Here, we can see why Haskell has both constructors and type names. The type is Hand, but the constructors are the types of poker hands: FullHouse, Flush, etc. Hand, like most of the previous Haskell types, derives the Eq and Ord functions for the type, just like it does for any other container type. This does what we want - Hand types listed first will be less than hand types listed later, so a Flush is greater than a Straight. Two Hands of the same type will be compared by the provided Ranks, if any, and then the lists of Cards in the hand will be compared if the Ranks are equal. The only requirement for correct behavior is that the Hands be created correctly.

In Python, this is a bit harder - there is no union type for Python. So we're going to have to provide our own discriminator. That's:

Hand = IntEnum('Hand', 'HighCard PairOf TwoPair ThreeOf Straight Flush FullHouse FourOf StraightFlush')

And now there's lots of choices, but no obviously good ones. Writing a single class similar to Card, except you then have to decide how to handle the differences between initializing the different Hand types. You could default the two Rank elements so you can leave them off when not needed, but this exposes the internal implementation in the API. One way to deal with different initializations would be a subclass for each hand type, which might be idiomatic, but would be a bit long.

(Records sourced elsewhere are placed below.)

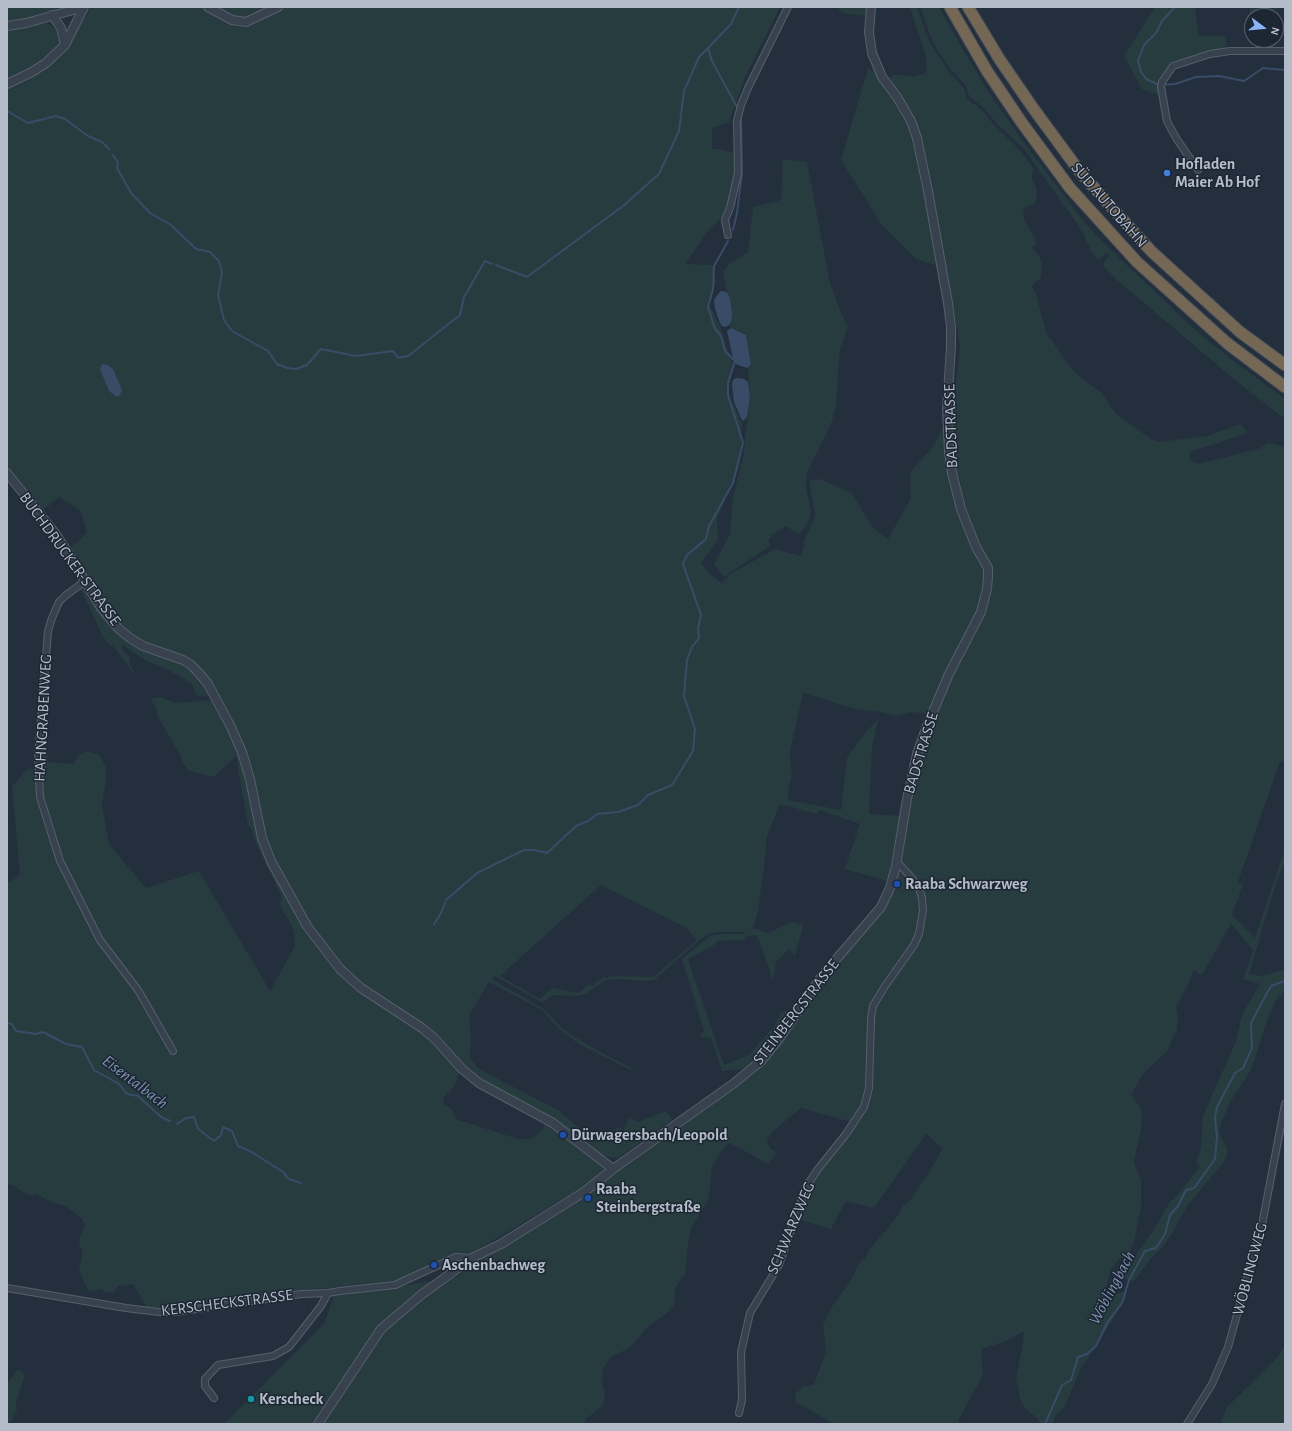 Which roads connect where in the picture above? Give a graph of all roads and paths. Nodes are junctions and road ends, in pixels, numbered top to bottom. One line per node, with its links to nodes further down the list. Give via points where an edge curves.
1 (84, 7): 8 (street); 10 (street)
2 (208, 7): 3 (street, via 232,20 246,22)
3 (278, 7)
4 (788, 7): 14 (street, via 741,105 737,121 738,173 725,220)
5 (871, 7): 19 (street, BADSTRASSE, via 869,32 872,53 882,78 897,97 911,121 917,138 951,326 947,409 952,473 961,509 976,547 988,568 987,589 981,612 949,674 917,754 906,799)
6 (950, 7): 16 (highway, SÜD AUTOBAHN, via 1022,123 1070,188 1137,262 1227,343)
7 (968, 7): 15 (highway, SÜD AUTOBAHN, via 1000,60 1085,178 1150,251 1240,332)
8 (52, 15): 9 (street); 10 (street, via 61,28)
9 (7, 26)
10 (65, 45): 12 (street, via 46,63)
11 (1285, 51): 13 (street, via 1230,51 1210,54 1173,66 1162,85 1167,120)
12 (7, 84)
13 (1198, 170)
14 (728, 235)
15 (1285, 365)
16 (1285, 386)
17 (7, 473): 18 (street, BUCHDRUCKER-STRASSE, via 51,527)
18 (85, 581): 20 (street, HAHNGRABENWEG, via 59,602 48,631 38,756 40,797 60,860 100,940 138,990); 22 (street, BUCHDRUCKER-STRASSE, via 107,615 125,635 143,646 186,662 200,673 208,684 242,752 262,838 271,861 307,926 340,970 361,988 422,1028 479,1083 553,1123)
19 (896, 861): 22 (street, STEINBERGSTRASSE, via 890,888 881,908 821,977 767,1054 733,1084); 27 (street, SCHWARZWEG, via 919,888 923,911 921,929 914,945 873,1006 869,1088 864,1107 811,1179 802,1196 779,1264 750,1313 741,1352 742,1400)
20 (172, 1051)
21 (1285, 1104): 29 (street, WÖBLINGWEG, via 1262,1225 1228,1347 1212,1384)
22 (613, 1169): 23 (street, STEINBERGSTRASSE, via 584,1192 501,1244)
23 (472, 1258): 25 (street, KERSCHECKSTRASSE, via 456,1257 395,1286); 28 (street, STEINBERGSTRASSE, via 421,1295 381,1330)
24 (7, 1288): 25 (street, KERSCHECKSTRASSE, via 167,1312 302,1294)
25 (328, 1293): 26 (street, KERSCHECKSTRASSE, via 290,1347 273,1356 218,1365 205,1379 205,1386)
26 (214, 1398)
27 (739, 1413)
28 (318, 1424)
29 (1187, 1424)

You can avoid having to write custom comparisons by using a tuple that starts with a Hand entry and comparing those. In that case, a function for each hand type that returns the appropriate tuple does the job, and provides a clean API, but it's a bit repetitive:

def HighCard(cards):
    return Hand.HighCard, cards

def PairOf(rank, cards):
    return Hand.PairOf, rank, cards

def TwoPair(hiRank, loRank, cards):
    return Hand.TwoPair, hiRank, loRank, cards

def ThreeOf(rank, cards):
    return Hand.ThreeOf, rank, cards

def Straight(cards):
    return Hand.Straight, cards

def Flush(cards):
    return Hand.Flush, cards

def FullHouse(overRank, pairRank, cards):
    return Hand.FullHouse, overRank, pairRank, cards

def FourOf(rank, cards):
    return Hand.FourOf, rank, cards

def StraightFlush(cards):
    return Hand.StraightFlush, cards

You could drop the Hand enum and manage the values yourself, but that still leaves this version twice as long as the Haskell version.

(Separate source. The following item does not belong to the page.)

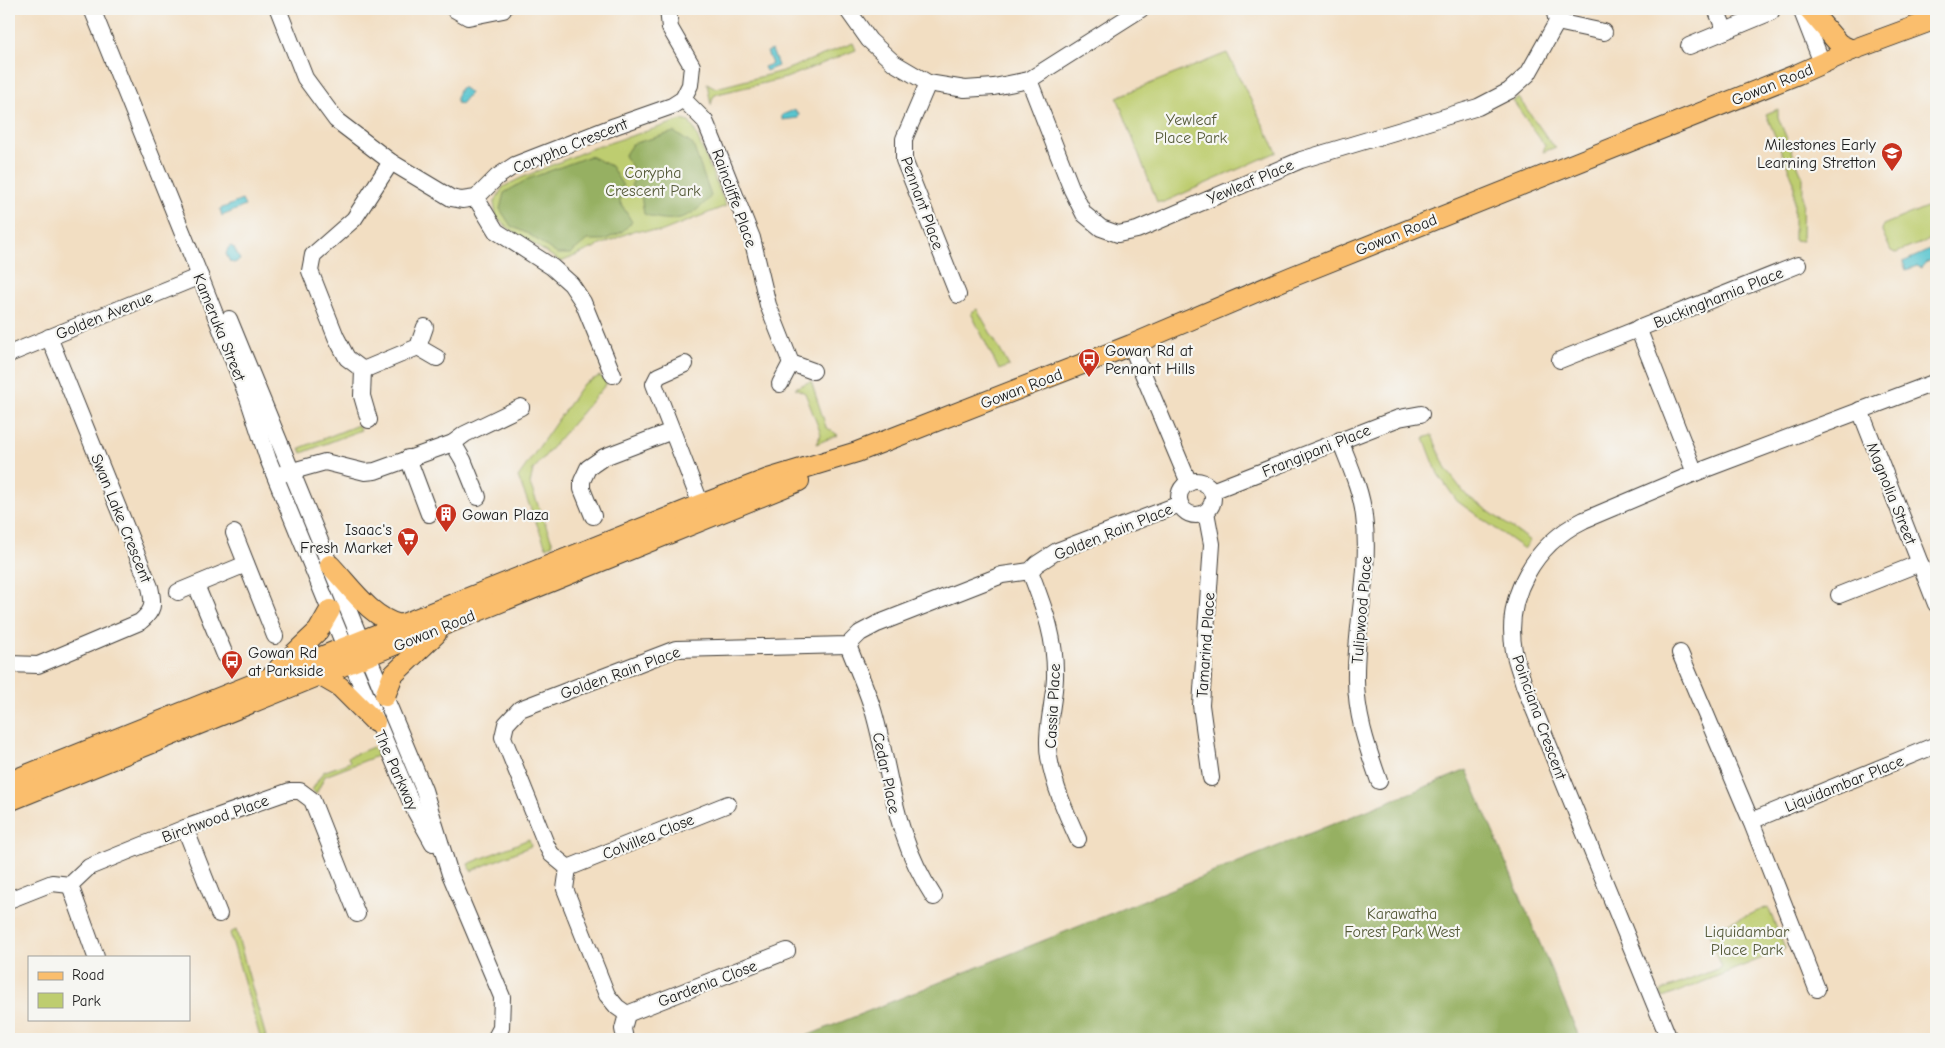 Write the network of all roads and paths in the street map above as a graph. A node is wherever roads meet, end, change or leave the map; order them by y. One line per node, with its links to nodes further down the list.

As I stated at the outset, the statically typed code has less boilerplate. But it's really a minimal difference. Even in the worst case, with no actual code beyond the type declaration and creation, the dynamically typed code is only about twice as long as the statically typed code. In this case, exposing some of the implementation details to the user could make them shorter in both languages, and much closer to the same length. Adding real code - for instance, to categorize a hand as the proper type then invoke the appropriate constructor - will make that less significant.

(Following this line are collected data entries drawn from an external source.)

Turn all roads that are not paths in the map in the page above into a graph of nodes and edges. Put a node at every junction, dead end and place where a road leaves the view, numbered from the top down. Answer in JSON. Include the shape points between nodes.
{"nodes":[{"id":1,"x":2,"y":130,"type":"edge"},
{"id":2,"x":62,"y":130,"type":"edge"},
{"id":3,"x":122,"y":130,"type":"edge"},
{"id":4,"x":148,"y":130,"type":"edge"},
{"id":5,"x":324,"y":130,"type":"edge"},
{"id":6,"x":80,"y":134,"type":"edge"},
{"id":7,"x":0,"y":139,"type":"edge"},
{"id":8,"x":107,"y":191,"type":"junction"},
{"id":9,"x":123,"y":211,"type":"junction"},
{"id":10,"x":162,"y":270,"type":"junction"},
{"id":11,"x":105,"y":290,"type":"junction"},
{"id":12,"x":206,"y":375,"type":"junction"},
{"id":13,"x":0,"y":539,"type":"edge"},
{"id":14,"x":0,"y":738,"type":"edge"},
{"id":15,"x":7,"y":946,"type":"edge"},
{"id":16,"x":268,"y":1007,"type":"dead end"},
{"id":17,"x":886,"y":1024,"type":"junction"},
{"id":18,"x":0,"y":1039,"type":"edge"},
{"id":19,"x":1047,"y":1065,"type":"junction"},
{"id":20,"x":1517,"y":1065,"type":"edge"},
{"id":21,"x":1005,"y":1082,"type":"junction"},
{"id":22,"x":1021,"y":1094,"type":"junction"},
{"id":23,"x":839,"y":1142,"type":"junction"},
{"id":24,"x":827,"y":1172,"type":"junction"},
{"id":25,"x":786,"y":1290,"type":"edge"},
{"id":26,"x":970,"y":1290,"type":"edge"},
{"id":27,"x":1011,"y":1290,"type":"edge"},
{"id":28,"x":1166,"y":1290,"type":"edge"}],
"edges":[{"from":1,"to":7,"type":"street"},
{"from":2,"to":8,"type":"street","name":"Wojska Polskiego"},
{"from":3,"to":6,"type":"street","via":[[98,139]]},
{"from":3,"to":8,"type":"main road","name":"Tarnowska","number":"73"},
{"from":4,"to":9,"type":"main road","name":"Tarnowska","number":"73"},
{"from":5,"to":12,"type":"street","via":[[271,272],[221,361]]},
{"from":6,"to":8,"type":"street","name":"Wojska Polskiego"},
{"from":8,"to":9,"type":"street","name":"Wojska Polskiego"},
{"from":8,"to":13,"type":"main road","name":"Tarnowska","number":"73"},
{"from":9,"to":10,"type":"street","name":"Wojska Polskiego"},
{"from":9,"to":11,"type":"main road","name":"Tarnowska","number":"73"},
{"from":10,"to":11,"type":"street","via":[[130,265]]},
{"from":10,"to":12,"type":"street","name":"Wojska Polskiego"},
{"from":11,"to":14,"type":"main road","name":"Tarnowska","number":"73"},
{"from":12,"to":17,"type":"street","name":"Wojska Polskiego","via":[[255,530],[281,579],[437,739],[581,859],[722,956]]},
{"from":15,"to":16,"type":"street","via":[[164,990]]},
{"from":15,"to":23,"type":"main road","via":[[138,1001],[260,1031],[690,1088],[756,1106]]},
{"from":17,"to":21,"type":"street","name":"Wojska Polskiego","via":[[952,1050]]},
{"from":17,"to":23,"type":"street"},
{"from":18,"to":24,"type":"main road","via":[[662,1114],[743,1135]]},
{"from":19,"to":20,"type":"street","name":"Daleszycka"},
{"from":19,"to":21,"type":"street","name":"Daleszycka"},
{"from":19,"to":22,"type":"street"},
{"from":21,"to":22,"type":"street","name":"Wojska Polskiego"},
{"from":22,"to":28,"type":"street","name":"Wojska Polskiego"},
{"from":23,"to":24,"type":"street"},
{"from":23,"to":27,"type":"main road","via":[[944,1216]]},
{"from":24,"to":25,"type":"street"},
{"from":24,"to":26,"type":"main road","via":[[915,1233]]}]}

The real difference was that - when I got the union type - the statically typed language still had an one obvious way to do things, that was succinct and provided an API I was happy with. With a dynamically typed language, there is no union type, since they don't make sense. After all, your variable can hold all the types, you just have to write the code that deals with the differences between them. But - well, you have to write that code. Which means figuring out the best way to deal with it. You also have to decide what the API is going to look like, and the examine the tradeoffs in it from using a simpler implementation. That took longer than writing all the rest of the code put together.

So, given that my statically typed language has slightly less typing and provides - in this case - an obvious way to do something that presents a problem in the dynamic language, it would seem that dynamic languages no longer have an advantage to offset having to wait for tests to run before you catch type errors. So they will eventually - and given the speed at which this industry adopts new languages, I probably won't live to see the day - dissappear. Or maybe both will disappear before then.